(Stored items)
^^^^
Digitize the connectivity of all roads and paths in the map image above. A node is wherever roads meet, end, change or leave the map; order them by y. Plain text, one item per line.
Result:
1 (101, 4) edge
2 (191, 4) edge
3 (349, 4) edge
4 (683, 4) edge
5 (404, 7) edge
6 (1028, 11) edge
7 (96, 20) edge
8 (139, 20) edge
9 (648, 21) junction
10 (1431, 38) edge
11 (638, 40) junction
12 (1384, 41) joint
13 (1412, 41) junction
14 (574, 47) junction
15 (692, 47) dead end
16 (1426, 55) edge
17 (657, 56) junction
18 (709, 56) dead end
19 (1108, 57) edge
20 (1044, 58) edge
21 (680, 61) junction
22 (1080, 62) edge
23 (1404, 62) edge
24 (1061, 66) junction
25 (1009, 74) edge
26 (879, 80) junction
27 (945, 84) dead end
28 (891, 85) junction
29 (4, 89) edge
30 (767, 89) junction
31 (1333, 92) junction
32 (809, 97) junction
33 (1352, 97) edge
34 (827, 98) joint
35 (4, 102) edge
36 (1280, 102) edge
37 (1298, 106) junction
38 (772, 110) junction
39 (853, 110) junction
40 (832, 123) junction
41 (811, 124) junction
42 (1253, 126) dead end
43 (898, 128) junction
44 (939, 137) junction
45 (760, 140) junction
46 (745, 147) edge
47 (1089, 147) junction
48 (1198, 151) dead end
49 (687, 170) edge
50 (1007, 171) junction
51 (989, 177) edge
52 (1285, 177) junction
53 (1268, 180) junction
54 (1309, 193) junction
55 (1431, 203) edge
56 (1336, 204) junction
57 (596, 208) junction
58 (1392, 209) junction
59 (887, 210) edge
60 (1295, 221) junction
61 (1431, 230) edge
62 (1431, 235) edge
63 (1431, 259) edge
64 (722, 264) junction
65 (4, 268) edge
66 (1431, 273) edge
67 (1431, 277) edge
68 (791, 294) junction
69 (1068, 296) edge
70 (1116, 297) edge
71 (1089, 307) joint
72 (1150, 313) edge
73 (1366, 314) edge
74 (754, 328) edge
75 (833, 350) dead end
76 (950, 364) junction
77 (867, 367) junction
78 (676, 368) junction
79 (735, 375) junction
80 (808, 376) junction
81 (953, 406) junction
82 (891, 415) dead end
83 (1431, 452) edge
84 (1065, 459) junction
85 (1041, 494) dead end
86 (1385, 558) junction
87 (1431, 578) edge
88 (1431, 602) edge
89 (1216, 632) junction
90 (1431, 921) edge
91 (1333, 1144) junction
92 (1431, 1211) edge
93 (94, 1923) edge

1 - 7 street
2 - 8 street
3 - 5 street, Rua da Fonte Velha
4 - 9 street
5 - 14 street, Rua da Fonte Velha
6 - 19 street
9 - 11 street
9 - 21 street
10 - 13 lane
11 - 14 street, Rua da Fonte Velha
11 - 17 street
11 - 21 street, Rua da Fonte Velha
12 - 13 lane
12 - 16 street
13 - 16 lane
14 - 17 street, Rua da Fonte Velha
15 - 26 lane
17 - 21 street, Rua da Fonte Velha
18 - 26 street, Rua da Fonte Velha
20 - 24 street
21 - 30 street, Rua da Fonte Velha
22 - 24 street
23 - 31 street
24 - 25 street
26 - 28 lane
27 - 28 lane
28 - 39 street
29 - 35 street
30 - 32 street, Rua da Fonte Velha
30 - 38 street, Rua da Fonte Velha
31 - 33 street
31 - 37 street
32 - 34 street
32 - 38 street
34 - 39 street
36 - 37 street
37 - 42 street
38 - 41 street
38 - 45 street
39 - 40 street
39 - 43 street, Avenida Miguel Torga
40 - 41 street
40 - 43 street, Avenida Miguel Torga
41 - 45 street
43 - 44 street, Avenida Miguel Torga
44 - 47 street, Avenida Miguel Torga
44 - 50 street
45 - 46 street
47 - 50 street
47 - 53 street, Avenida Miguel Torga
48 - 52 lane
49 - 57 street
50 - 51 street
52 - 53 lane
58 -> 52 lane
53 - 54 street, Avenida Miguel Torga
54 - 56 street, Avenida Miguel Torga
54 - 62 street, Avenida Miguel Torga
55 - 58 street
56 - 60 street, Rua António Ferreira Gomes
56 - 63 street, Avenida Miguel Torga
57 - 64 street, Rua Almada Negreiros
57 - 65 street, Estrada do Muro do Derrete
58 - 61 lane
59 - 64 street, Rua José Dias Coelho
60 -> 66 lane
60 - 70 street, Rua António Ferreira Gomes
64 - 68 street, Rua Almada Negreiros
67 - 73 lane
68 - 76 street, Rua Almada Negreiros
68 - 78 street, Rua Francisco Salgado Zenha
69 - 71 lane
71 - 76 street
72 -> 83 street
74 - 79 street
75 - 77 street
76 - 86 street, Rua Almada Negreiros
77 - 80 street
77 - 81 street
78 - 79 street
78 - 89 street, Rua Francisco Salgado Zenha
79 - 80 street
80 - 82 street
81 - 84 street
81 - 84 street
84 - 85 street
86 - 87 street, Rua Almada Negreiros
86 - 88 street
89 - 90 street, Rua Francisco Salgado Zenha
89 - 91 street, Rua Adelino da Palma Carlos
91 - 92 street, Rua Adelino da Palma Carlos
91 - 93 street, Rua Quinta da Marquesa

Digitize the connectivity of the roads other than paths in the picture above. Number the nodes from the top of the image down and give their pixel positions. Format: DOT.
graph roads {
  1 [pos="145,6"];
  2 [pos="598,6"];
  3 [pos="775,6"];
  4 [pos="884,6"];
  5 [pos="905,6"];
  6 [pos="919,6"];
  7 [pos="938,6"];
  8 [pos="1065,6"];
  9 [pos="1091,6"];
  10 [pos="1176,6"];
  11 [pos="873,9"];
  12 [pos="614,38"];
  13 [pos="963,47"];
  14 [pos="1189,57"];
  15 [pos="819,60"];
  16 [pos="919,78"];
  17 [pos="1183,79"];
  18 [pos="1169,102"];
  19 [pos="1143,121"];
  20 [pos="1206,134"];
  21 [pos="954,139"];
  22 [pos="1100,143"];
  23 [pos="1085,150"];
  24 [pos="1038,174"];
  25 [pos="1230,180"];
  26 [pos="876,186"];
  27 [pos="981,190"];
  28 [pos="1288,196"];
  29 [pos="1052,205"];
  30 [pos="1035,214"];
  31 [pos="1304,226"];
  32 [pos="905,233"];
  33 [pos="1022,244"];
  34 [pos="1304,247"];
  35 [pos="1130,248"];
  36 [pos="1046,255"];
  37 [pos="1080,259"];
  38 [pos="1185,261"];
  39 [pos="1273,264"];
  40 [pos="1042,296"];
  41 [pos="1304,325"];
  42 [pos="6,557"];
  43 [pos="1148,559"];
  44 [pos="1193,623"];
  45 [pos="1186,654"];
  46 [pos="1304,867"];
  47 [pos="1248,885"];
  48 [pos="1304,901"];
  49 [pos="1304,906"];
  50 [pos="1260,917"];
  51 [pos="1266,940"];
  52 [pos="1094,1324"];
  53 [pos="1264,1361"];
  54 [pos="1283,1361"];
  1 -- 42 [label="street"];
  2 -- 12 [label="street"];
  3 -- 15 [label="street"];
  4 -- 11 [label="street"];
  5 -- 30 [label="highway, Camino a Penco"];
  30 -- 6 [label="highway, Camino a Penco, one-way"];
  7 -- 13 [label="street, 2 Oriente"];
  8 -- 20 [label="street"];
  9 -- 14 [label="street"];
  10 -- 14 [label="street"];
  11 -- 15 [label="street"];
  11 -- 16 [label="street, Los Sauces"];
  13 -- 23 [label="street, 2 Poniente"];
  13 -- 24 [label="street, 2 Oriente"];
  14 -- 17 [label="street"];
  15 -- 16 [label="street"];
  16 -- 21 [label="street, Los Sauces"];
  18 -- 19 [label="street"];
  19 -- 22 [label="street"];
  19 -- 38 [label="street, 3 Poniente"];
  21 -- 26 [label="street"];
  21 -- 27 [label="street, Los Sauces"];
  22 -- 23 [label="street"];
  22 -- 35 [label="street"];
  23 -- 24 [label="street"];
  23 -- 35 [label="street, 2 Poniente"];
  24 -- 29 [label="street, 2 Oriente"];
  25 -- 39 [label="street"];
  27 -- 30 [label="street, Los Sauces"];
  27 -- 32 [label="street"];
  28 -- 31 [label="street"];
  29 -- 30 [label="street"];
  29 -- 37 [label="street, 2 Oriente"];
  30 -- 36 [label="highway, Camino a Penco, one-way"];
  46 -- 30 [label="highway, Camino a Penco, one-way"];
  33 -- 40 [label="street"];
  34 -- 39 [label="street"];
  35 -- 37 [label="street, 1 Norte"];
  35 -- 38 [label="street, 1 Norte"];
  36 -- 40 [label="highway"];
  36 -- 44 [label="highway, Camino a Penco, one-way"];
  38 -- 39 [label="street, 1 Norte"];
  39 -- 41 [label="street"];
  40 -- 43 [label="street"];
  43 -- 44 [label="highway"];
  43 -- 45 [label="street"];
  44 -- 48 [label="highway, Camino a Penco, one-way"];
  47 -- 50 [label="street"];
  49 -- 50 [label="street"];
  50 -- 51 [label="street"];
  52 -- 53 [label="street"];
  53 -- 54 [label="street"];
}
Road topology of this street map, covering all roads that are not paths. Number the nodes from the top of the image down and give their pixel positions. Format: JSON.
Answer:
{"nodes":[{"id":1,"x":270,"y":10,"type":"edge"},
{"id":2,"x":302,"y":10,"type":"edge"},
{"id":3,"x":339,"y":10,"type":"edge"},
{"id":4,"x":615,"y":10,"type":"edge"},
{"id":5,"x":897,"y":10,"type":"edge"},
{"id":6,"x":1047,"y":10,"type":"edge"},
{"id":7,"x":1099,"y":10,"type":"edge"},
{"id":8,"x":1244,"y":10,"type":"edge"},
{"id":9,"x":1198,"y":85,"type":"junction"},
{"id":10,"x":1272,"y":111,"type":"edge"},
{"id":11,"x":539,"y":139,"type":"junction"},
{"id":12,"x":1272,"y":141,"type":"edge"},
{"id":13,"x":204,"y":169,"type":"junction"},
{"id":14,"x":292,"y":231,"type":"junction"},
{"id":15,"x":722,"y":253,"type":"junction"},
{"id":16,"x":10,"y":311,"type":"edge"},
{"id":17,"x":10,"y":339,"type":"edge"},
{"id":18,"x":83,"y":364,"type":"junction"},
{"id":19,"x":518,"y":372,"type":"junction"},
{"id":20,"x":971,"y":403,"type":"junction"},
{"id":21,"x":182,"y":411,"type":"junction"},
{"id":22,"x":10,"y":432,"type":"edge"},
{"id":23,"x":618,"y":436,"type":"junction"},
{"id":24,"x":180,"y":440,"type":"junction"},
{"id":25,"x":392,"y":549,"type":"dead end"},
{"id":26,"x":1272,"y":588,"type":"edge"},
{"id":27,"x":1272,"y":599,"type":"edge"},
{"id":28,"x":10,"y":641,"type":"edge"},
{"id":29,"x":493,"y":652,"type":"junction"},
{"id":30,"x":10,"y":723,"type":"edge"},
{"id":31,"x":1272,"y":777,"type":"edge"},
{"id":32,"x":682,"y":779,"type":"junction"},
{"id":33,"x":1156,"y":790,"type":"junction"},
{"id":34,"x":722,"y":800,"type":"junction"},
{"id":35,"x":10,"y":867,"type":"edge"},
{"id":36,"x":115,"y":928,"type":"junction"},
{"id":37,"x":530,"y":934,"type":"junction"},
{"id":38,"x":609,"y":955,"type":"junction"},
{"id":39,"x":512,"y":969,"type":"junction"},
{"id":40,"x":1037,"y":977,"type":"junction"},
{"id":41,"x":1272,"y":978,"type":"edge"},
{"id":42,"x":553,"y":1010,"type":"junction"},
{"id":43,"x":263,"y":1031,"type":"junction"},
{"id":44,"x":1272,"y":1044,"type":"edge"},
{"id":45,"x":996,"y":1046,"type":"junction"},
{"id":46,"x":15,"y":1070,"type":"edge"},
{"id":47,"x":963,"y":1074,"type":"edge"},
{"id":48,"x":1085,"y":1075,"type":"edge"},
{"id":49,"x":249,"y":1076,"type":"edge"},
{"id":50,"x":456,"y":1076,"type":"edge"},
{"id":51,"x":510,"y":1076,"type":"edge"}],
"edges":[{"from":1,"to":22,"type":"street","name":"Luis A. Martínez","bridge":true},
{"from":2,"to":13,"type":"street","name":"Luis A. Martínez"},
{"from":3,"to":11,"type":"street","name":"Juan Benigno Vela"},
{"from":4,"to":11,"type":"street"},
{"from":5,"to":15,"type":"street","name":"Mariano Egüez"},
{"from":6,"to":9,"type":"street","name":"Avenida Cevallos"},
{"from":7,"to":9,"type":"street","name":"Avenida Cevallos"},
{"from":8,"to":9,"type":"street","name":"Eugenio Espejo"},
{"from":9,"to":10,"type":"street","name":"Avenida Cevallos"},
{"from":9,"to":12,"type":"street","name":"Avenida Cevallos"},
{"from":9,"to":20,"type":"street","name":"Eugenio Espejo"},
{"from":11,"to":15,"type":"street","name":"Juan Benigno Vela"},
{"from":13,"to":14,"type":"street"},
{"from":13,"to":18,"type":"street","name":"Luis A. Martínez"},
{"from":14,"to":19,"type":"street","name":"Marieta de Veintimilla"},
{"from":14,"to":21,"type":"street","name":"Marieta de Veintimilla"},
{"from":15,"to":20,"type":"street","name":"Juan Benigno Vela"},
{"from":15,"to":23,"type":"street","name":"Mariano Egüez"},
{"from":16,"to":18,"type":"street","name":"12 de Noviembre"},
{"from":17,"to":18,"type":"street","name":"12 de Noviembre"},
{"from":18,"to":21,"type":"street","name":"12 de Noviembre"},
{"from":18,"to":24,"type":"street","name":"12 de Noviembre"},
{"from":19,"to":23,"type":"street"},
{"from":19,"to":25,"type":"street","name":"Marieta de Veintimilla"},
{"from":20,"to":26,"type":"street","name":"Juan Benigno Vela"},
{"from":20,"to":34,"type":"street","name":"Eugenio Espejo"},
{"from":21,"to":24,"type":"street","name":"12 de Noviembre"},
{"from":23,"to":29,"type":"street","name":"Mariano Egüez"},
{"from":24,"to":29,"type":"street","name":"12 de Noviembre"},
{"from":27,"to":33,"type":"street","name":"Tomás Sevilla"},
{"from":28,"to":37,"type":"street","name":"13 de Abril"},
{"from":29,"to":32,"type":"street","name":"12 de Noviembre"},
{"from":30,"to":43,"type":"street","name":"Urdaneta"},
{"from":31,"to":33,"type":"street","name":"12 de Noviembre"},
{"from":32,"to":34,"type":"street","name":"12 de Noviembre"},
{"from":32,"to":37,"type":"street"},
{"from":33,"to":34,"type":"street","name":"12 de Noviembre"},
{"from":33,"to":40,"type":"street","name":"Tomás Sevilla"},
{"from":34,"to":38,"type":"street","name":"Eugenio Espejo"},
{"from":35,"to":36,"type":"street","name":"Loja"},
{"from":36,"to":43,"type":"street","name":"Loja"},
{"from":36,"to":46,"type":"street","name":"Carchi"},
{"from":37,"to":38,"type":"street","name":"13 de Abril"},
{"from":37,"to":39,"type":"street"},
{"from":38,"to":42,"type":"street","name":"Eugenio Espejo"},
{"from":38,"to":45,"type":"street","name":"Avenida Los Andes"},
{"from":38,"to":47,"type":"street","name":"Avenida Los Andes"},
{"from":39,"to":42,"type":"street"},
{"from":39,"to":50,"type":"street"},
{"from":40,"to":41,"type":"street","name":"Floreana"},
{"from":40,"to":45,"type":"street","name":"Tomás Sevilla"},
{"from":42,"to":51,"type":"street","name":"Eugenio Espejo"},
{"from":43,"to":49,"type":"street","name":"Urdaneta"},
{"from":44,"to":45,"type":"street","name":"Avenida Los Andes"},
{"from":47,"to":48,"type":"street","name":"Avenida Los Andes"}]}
^^^^
_Assigned task_
Check every line above for the string "Espejo" and copy those that have it.

_Reply to the task_
{"from":8,"to":9,"type":"street","name":"Eugenio Espejo"},
{"from":9,"to":20,"type":"street","name":"Eugenio Espejo"},
{"from":20,"to":34,"type":"street","name":"Eugenio Espejo"},
{"from":34,"to":38,"type":"street","name":"Eugenio Espejo"},
{"from":38,"to":42,"type":"street","name":"Eugenio Espejo"},
{"from":42,"to":51,"type":"street","name":"Eugenio Espejo"},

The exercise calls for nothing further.